Fogo no Lodo
Tenha o público do DocLisboa 2023 por referência o neorrealismo de Alves Redol em Gaibéus, ou de Giuseppe de Santis, em Riso Amaro, e talvez não imagine como é diferente o trabalho coletivo em arrozais gerados para sustento próprio, sem sombras de capataz. É o que primeiro ressalta em Fogo no Lodo, filme-ensaio rodado entre bolanhas do sul da Guiné-Bissau, em estreia no próximo dia 22 de outubro, no Cinema São Jorge.

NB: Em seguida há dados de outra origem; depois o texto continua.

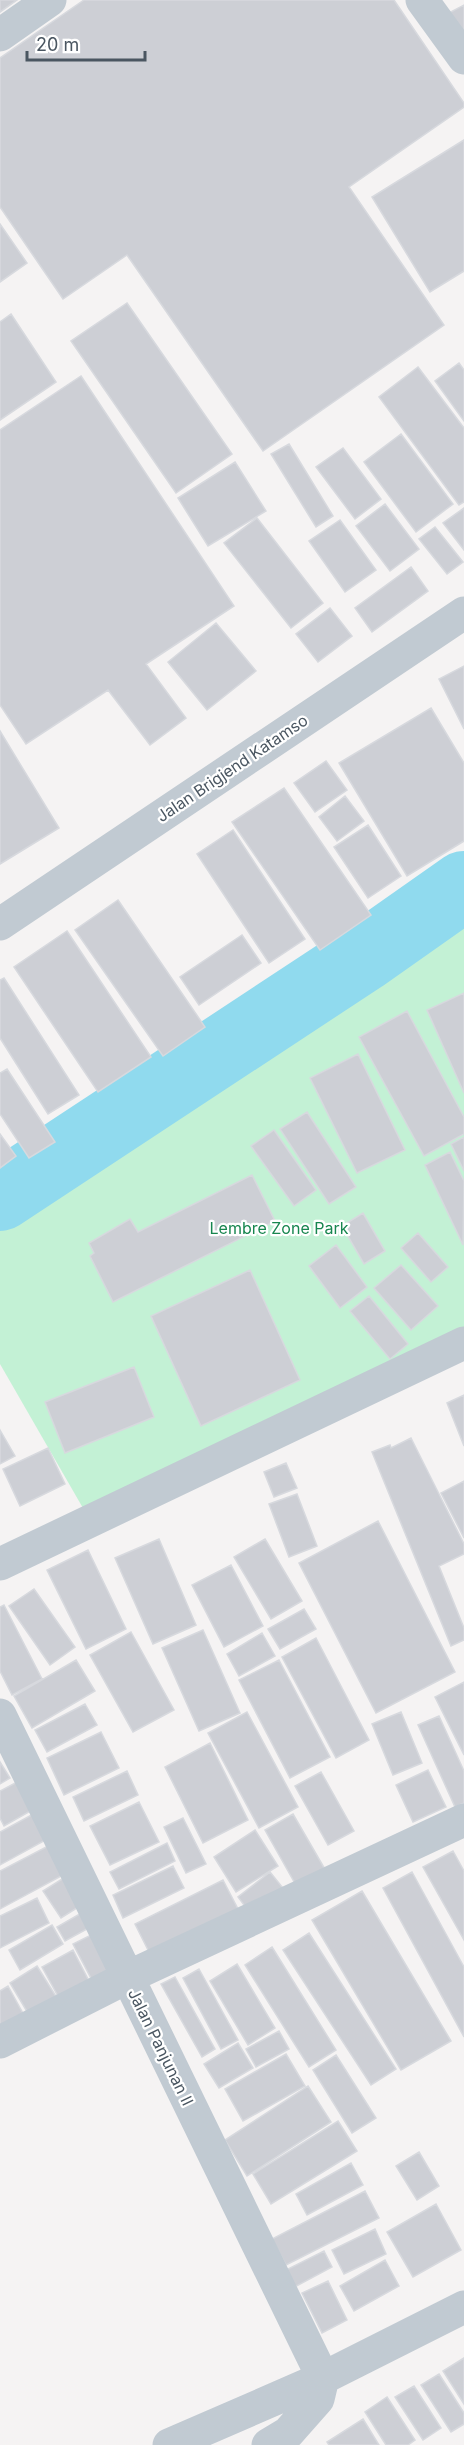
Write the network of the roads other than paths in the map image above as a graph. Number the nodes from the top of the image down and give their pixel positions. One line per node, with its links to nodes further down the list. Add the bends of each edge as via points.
1 (50, 0): 3 (street)
2 (422, 0): 4 (street)
3 (0, 35)
4 (464, 58)
5 (464, 613): 6 (street, Jalan Brigjend Katamso)
6 (0, 924)
7 (464, 1343): 8 (street)
8 (0, 1564)
9 (0, 1715): 11 (street, Jalan Panjunan II)
10 (464, 1820): 11 (street)
11 (128, 1977): 12 (street); 14 (street, Jalan Panjunan II)
12 (0, 2042)
13 (464, 2307): 14 (street)
14 (323, 2378): 15 (street); 16 (street, via 318,2399 288,2433)
15 (169, 2445)
16 (268, 2445)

A longa-metragem de Catarina Laranjeiro e Daniel Barroca resulta de um límpido exercício de presença e atenção às formas de vida de Unal, tabanca orizícola de Tombali, onde o par de realizadores foi interrogar as memórias da luta de libertação anticolonial liderada pelo PAIGC. E não é porque a câmara permanece sobretudo estática que eles nos oferecem um olhar descarnado. Pelo contrário: o olhar vibra em recortes sensíveis do pulsar de conversas e rituais que indagam a cura e a morte, no intervalo dos afazeres quotidianos.
A riqueza orgânica do lodo (ou lama, em kriol guineense) traz textura a um cenário de luta – o fogo – que prevalece no que nos possa ser invisível, para lá dos contornos mais evidentes das insígnias partidárias (e futebolísticas). Fica uma sensação de lugar, como outros carregado de histórias, este um tanto à margem da narrativa política estatal. Sensação essa sublimada pela cuidada sonoplastia, na quietude como nos ritmos musicais que ali coabitam – dos cânticos kyangyang e pentecostais à broska e ao reggae, do funk ao hip-hop contemporâneo.